Refining ionospheric delay modeling for undifferenced and uncombined GNSS data processing
作者: Zhao, QL (Zhao, Qile); Wang, YT (Wang, YinTong); Gu, SF (Gu, Shengfeng); Zheng, F (Zheng, Fu); Shi, C (Shi, Chuang); Ge, MR (Ge, Maorong); Schuh, H (Schuh, Harald)
来源出版物: JOURNAL OF GEODESY 卷: 93 期: 4 页: 545-560 DOI: 10.1007/s00190-018-1180-9 出版年: APR 2019
摘要: To access the full capabilities of multi-frequency signals from the modernized GPS, GLONASS and newly deployed BDS, Galileo, the undifferenced and uncombined observable model in which the individual signal of each frequency is treated as independent observable has drawn increasing interest in GNSS community.

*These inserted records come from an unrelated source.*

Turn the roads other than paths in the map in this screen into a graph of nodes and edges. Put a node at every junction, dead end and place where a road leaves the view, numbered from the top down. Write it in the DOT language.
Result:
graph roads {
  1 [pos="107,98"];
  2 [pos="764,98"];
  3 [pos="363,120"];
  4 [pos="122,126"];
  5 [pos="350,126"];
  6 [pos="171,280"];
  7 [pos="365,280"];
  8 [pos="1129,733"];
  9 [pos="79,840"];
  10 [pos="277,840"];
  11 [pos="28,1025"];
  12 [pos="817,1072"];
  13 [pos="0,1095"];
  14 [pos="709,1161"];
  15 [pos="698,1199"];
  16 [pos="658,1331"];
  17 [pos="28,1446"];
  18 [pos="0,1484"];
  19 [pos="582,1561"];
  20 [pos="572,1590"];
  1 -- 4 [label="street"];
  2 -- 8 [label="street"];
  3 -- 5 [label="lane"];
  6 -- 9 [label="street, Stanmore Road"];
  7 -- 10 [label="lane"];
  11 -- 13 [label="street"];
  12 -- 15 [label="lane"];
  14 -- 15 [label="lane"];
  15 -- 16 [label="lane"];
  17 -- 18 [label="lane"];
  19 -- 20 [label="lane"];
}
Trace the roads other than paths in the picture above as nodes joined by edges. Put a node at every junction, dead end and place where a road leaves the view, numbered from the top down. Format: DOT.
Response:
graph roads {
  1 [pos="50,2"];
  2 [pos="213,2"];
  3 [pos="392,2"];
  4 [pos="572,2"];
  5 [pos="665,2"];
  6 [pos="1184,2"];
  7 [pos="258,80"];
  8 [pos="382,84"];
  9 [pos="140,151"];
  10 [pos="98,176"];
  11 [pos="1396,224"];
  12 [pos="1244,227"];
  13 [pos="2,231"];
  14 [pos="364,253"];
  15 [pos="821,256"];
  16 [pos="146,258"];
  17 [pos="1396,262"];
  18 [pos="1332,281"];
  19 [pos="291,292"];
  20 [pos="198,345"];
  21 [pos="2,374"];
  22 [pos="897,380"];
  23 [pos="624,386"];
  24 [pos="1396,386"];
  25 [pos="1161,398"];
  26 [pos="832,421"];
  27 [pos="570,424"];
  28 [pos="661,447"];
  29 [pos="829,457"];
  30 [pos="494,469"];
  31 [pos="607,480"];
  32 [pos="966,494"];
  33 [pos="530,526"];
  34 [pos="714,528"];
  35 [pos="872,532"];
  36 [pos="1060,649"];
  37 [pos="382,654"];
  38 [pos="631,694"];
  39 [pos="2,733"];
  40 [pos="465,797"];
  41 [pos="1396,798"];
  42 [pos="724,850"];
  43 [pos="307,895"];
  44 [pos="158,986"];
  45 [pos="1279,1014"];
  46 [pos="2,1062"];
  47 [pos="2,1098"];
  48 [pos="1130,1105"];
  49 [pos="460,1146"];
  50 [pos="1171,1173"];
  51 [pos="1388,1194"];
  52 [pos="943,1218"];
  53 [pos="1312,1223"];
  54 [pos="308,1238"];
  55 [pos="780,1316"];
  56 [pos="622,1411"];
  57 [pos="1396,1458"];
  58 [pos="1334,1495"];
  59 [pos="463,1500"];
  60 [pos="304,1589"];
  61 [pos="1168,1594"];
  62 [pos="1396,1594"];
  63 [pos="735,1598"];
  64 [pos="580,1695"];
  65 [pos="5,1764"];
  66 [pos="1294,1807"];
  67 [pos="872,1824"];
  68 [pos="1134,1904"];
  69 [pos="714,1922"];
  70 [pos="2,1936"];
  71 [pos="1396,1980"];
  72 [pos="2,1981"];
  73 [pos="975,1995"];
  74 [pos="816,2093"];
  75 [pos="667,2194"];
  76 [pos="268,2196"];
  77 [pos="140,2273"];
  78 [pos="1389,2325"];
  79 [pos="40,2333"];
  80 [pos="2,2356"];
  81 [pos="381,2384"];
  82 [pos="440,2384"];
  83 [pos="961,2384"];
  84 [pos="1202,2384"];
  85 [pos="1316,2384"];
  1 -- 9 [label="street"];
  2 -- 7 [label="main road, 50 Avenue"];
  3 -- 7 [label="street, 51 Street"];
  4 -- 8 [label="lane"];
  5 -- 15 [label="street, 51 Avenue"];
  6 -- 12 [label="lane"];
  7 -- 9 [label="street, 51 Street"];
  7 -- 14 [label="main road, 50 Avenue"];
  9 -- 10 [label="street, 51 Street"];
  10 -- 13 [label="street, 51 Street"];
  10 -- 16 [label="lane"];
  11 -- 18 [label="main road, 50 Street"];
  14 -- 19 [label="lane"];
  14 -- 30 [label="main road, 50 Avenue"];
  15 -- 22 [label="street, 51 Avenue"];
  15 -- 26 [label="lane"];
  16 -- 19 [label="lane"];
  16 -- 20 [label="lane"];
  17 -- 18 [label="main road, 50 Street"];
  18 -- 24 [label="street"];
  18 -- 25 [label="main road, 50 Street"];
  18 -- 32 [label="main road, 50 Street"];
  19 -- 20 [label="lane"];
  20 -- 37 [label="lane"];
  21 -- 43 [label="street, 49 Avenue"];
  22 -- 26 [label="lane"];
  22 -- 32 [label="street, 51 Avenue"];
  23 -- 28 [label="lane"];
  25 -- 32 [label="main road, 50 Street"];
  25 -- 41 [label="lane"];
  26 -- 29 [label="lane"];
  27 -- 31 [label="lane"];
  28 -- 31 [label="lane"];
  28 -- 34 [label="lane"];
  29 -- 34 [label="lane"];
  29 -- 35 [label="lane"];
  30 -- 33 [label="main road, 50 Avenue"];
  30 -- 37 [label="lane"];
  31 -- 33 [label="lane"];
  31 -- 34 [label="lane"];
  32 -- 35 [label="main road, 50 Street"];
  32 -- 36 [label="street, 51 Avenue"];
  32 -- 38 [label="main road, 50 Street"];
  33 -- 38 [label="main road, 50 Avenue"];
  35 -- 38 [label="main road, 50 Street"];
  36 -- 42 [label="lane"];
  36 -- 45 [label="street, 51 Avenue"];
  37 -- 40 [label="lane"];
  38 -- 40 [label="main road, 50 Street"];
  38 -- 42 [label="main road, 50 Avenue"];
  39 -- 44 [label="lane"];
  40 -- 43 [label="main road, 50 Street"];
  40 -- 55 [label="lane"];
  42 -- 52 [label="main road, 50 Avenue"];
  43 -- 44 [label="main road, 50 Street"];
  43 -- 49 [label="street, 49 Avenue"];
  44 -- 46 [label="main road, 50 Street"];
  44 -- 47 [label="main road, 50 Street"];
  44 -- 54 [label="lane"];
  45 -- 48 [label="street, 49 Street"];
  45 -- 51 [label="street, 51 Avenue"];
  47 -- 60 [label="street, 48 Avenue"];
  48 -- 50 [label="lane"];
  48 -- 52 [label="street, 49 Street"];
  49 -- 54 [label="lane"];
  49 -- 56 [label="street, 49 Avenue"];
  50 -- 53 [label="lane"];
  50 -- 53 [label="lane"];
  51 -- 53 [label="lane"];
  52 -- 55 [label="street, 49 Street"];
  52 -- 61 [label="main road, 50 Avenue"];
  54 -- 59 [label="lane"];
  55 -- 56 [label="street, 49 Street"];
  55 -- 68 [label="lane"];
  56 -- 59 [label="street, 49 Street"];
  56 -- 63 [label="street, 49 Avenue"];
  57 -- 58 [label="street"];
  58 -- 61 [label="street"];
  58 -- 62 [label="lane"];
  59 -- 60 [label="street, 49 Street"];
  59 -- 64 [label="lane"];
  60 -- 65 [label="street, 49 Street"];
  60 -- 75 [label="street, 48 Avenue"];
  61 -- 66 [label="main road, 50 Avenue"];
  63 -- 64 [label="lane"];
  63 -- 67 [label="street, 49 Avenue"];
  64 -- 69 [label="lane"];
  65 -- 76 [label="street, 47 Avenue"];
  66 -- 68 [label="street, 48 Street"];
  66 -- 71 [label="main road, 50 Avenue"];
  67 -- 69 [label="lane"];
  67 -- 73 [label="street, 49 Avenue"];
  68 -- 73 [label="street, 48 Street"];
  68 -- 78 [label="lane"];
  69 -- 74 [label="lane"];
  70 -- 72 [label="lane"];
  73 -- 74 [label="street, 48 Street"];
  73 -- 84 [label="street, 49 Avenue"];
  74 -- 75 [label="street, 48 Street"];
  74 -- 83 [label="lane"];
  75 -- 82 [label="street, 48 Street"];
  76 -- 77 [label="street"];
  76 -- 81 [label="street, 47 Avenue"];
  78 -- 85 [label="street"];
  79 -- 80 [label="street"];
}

The ionosphere delay is the major issue in the undifferenced and uncombined observable model. Though several ionosphere delay parameterization approaches have been promoted, we argue that the functional model with only deterministic characteristic may not follow the irregular spatial and temporal variations. On the contrary, when the ionosphere delay is estimated as random walk or even white noise with only stochastic characteristic, the ionosphere terms turn out to be non-estimable or not sensitive to their absolute value. In the authors' previous study, we have developed the deterministic plus stochastic ionosphere model, denoted as DESIGN, in which the deterministic part expressed with second-order polynomial is estimated as piece-wise constant over 5min and the stochastic part is estimated as random walk with constrains derived based on statistics of 4weeks data in 2010. In this contribution, we further model the deterministic part with Fourier series and update the variogram of the stochastic part accordingly based on two-year data collected by about 150 stations. From the statistic studies, it is concluded that the main frequency components are identical for different coefficients, different stations, as well as different ionosphere activity status, but with varying amplitude. Thus, in the Fourier series expression of the deterministic part, we fix the frequency and estimate the amplitude as daily constant unknowns.